In hindsight, I recognize that the universe had to drill through three distinct layers of arrogance (or denial) as it changed my perspective on cancer and cancer screening. First, I was cavalier going into my initial screening. I was healthy, and I knew the statistics, and I figured the risks didn't apply to me. Second, I felt that decades of research and experience that led to the prep-and-testing guidelines as we know them also didn't apply to me. And last, I felt that the follow-up was somehow a formality and the risk still didn't apply to me. The transformation from Dr. Oz to a modest, wiser Mr. Oz did not become complete until I was staring directly at a pathology report.
So am I satisfied with the results of my birthday-boy bravado? Well, I have learned to embrace the uncertainty and terror that we all experience as we confront threats to our health. I will perhaps fear bad news a little less and will thus show up for screenings more willingly in the future. I am surely pleased that what I learned will help me manage a disease risk that might otherwise have killed me. So, if a newly modest me can still be immodest enough to offer advice: Learn from my mistakes.

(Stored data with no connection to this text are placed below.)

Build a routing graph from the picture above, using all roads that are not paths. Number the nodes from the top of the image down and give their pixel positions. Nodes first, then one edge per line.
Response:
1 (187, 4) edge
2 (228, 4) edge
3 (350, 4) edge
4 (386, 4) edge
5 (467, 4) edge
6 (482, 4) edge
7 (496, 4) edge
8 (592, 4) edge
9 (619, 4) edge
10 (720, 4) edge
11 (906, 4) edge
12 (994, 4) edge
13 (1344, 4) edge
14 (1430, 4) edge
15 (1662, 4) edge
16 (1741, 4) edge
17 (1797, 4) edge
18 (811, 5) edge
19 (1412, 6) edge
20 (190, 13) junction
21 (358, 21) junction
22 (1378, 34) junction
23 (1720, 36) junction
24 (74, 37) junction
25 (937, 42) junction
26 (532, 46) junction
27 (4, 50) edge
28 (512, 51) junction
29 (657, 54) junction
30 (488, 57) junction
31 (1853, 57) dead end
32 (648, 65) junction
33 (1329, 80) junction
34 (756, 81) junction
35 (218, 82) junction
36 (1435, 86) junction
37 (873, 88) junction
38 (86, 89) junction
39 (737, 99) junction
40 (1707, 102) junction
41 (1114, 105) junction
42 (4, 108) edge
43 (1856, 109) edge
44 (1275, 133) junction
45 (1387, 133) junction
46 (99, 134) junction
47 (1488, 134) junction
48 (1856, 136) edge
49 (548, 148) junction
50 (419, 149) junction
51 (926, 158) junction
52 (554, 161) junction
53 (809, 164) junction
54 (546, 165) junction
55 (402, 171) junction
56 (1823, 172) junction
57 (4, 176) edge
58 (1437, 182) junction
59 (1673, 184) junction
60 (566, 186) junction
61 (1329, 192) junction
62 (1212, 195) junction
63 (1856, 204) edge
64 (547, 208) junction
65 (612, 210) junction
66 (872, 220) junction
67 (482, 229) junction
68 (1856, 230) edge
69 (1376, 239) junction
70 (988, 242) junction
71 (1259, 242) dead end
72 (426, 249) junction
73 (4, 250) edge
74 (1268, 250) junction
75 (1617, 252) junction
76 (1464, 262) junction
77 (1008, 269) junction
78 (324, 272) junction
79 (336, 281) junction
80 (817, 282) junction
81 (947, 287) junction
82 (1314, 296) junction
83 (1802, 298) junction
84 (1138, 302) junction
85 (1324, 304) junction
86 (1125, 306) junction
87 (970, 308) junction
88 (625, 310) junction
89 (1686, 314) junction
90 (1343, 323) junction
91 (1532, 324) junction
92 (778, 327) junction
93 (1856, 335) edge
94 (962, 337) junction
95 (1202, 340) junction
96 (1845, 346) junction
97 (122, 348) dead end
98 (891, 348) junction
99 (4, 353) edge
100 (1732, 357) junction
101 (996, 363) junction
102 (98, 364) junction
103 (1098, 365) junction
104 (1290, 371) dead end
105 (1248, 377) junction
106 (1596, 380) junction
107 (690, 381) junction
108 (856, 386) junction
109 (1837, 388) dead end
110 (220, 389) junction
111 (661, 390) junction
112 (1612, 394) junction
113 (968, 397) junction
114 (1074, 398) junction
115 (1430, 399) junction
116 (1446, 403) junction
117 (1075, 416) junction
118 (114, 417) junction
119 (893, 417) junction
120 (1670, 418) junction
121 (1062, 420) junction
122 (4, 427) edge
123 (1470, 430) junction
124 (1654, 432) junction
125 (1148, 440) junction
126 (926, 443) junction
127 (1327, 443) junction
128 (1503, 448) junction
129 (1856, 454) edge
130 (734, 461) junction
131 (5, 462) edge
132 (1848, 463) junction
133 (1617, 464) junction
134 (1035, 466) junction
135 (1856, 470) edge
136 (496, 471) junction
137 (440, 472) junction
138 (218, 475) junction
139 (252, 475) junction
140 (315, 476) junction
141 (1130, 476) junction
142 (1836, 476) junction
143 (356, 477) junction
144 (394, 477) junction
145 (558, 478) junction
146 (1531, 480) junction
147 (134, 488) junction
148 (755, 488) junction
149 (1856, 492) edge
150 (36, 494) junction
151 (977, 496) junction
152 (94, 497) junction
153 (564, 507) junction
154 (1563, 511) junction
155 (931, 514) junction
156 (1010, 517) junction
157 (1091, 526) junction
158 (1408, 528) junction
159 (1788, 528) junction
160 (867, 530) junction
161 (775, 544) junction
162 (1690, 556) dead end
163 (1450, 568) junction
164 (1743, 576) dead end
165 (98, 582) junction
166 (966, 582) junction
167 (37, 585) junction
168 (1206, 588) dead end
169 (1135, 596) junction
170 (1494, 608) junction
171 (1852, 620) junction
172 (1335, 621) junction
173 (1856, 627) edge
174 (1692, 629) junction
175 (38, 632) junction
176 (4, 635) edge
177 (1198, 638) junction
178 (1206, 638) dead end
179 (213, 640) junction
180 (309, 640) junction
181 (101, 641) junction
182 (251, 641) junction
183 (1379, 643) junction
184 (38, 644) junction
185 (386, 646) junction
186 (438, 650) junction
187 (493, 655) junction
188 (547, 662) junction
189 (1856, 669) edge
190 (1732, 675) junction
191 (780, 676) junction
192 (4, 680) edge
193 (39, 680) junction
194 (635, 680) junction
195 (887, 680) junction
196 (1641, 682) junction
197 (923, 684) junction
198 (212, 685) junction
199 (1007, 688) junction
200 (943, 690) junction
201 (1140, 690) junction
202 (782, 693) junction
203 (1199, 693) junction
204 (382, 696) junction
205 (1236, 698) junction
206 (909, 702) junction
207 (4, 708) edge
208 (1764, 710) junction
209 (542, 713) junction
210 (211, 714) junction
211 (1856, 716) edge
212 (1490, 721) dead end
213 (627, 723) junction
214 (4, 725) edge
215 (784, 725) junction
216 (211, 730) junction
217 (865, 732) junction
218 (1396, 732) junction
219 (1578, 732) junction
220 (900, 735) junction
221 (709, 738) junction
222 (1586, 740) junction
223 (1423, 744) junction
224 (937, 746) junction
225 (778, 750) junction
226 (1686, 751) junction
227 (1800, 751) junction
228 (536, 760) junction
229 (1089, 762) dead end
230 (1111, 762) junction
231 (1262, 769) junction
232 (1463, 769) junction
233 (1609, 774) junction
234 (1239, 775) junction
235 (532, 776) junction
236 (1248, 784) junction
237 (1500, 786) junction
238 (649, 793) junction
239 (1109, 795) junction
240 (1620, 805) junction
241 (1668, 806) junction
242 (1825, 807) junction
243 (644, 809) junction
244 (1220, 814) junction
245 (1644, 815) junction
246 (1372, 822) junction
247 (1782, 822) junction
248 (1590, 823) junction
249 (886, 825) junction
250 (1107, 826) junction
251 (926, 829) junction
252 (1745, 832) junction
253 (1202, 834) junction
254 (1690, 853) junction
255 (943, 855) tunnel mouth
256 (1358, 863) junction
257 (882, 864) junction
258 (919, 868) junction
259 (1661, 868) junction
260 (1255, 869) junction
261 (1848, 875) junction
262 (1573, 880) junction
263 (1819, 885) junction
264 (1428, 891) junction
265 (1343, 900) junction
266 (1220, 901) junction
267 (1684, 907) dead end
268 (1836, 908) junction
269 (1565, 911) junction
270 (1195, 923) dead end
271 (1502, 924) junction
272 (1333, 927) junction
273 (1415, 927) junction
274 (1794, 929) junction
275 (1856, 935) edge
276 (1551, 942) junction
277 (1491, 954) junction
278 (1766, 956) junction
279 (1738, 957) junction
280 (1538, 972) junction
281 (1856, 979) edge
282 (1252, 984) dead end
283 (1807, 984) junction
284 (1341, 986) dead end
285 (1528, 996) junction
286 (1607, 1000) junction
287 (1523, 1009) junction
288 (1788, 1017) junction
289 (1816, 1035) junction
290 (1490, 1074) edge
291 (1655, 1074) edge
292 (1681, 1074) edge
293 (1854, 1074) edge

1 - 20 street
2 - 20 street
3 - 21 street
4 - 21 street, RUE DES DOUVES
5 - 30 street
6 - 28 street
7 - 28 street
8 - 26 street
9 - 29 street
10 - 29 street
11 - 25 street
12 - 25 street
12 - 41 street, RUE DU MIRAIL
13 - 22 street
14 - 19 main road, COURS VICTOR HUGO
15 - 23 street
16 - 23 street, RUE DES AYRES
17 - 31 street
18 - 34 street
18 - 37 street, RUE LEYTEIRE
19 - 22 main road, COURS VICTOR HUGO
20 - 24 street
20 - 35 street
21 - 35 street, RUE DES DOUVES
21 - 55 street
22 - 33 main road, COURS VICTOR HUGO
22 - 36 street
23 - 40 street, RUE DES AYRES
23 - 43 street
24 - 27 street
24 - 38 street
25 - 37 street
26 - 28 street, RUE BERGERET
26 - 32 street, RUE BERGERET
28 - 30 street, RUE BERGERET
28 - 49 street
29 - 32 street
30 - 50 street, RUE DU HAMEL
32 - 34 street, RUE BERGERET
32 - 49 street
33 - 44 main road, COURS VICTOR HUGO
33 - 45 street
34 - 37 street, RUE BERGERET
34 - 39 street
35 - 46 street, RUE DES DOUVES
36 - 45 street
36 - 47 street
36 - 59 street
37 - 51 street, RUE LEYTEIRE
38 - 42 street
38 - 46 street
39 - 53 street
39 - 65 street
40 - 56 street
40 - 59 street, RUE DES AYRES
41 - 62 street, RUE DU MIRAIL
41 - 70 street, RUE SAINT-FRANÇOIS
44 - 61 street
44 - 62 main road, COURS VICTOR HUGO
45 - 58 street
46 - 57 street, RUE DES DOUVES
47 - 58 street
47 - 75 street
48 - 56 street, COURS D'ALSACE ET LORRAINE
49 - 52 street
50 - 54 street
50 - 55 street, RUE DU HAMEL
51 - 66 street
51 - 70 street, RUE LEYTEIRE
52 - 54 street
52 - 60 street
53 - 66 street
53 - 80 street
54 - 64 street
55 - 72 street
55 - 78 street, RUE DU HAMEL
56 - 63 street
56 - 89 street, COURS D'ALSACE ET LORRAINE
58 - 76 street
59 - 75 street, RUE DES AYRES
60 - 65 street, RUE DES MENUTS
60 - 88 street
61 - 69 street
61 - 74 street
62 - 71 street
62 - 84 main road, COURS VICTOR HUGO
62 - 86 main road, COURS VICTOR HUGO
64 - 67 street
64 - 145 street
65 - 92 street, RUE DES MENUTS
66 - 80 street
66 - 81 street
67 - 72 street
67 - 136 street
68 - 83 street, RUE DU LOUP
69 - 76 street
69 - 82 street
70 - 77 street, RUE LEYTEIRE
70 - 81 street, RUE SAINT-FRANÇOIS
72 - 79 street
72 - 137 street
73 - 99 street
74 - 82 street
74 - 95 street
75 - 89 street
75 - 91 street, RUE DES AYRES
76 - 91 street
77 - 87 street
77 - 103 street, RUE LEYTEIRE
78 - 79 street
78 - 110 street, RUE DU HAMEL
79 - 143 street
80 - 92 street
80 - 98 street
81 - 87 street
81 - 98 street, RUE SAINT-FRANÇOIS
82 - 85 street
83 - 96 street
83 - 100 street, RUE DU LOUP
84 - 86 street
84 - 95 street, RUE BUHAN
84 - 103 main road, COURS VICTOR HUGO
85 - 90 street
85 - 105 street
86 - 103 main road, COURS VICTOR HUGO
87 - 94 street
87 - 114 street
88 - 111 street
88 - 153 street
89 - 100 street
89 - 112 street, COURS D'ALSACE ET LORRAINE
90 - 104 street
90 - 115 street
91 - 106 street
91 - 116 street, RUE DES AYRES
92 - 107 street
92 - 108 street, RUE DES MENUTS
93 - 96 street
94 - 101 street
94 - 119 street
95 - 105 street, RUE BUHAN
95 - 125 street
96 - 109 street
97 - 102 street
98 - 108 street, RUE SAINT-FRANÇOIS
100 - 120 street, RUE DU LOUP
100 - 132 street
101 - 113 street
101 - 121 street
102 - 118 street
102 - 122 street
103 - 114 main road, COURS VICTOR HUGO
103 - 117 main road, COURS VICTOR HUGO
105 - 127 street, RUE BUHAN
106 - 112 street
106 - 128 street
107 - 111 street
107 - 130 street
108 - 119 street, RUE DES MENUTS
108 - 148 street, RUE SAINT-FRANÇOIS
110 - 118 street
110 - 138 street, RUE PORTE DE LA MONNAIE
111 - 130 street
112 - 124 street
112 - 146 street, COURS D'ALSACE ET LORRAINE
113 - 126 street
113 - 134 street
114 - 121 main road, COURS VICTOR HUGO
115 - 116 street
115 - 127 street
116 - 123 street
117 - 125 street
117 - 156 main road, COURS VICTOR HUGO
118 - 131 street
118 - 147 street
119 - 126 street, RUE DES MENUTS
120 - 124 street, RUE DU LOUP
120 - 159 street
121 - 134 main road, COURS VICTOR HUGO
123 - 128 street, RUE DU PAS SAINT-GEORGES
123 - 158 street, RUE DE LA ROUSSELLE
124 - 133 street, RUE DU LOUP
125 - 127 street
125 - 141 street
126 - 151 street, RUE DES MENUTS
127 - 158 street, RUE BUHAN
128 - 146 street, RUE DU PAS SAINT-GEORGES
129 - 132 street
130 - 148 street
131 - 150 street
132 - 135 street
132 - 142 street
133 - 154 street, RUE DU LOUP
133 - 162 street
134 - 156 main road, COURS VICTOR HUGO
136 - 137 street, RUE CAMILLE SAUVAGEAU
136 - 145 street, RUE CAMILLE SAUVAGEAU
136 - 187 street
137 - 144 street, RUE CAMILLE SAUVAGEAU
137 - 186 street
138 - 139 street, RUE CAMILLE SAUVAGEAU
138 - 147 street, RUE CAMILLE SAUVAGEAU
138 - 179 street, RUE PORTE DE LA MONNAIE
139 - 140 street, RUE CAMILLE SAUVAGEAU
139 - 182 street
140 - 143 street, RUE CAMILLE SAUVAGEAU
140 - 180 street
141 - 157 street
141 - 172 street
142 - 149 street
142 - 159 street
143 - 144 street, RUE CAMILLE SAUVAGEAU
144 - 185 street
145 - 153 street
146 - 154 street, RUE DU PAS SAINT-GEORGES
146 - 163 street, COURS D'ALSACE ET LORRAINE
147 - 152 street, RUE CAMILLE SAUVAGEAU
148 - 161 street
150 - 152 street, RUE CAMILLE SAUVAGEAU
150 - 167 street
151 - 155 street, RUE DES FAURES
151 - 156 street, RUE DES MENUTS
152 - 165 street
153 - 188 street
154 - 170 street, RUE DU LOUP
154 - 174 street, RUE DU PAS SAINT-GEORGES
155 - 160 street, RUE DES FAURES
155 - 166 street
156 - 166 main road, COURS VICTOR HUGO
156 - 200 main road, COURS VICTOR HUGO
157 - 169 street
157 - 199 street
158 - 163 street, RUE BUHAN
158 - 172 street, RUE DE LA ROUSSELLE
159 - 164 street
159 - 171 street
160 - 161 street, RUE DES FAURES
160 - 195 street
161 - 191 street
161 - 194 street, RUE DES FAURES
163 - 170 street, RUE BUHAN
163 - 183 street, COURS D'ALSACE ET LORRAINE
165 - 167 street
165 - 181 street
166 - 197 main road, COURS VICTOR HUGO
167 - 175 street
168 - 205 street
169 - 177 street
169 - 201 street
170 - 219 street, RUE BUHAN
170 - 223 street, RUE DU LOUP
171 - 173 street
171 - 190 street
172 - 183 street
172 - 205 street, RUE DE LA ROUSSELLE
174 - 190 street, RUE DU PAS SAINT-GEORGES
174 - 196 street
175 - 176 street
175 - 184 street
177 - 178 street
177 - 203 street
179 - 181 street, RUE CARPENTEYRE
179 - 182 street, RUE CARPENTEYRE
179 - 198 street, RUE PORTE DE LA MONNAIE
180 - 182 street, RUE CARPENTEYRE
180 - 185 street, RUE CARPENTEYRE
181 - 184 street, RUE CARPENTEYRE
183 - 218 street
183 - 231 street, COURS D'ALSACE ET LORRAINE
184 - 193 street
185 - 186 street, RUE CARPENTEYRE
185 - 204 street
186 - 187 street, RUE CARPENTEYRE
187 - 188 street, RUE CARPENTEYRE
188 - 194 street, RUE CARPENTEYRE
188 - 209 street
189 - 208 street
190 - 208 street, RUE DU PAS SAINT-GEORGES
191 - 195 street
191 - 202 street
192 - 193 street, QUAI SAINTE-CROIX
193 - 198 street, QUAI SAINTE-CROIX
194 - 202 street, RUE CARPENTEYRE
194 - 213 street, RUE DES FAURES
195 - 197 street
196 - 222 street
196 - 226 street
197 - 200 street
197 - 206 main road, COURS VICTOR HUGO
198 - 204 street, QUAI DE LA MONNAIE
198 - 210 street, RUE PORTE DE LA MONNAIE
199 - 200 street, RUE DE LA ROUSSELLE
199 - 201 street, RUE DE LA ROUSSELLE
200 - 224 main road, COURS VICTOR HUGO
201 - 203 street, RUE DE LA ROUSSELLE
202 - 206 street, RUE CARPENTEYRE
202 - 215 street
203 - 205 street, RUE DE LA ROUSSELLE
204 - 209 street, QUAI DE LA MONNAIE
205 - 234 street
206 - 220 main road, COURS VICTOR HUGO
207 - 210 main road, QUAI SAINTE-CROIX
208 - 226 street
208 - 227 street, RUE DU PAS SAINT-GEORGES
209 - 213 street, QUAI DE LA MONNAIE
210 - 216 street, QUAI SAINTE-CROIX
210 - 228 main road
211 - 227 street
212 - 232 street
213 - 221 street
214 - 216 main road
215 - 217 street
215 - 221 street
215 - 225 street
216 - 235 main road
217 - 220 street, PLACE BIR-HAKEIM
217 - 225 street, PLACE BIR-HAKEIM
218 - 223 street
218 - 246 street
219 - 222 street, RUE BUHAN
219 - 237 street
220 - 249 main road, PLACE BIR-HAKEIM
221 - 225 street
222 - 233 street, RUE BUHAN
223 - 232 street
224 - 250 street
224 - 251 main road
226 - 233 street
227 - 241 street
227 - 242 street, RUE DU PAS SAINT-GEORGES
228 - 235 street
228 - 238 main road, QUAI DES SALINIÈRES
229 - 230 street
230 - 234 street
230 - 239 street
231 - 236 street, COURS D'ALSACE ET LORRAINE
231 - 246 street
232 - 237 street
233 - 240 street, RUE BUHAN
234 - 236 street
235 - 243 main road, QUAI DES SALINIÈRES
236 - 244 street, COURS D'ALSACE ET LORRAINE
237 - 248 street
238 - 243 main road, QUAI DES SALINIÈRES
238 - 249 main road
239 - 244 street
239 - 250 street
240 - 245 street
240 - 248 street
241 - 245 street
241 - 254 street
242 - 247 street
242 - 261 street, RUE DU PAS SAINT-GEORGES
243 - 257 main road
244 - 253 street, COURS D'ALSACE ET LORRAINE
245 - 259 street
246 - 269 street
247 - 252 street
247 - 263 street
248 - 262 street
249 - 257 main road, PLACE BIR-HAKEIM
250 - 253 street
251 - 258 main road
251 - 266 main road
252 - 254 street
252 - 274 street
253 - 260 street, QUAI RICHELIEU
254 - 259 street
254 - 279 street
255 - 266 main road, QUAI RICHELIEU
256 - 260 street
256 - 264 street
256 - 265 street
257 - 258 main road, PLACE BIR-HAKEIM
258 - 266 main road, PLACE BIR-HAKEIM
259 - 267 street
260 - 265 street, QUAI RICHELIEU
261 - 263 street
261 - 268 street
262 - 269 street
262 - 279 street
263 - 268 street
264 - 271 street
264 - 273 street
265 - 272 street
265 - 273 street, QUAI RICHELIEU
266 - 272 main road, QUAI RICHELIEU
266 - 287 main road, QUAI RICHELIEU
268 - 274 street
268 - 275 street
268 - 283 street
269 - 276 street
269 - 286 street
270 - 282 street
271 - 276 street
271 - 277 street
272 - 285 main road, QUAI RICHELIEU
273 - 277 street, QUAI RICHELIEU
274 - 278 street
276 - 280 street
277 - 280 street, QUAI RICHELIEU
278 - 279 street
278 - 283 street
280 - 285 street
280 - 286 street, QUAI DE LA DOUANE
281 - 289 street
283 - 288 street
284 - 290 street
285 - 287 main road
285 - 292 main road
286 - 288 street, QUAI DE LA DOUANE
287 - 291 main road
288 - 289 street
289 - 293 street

The goal, I now know better than I did before, is not to be the perfect patient but simply to be as good a patient as you can be. Many of you have not had any kind of cancer screening in a decade or more. Please know that it's often not too late for a clean medical slate and that even if something is detected, it's better to find it sooner rather than later. The fact that you have never had a screening or have failed to keep up with the appropriate schedule has no bearing on the karma of cancer, but it has an enormous bearing on the outcome.
Most important, my colonoscopy wasn't entirely about me. It was about my wife and our children. It's about our someday grandchildren. It's about my childhood friends whose lives remain closely intertwined with mine. It's about my colleagues and patients at the hospital who teach me as I learn from them. I need to be there for all these people I know and care about. I need to show up in my own life. And you need to show up in yours. Sometimes that requires courage the courage to undergo a colonoscopy or Pap smear or mammogram or chest X-ray. It's not easy, but it could save your life. And if it helps even a little, remember that I will be rooting for you.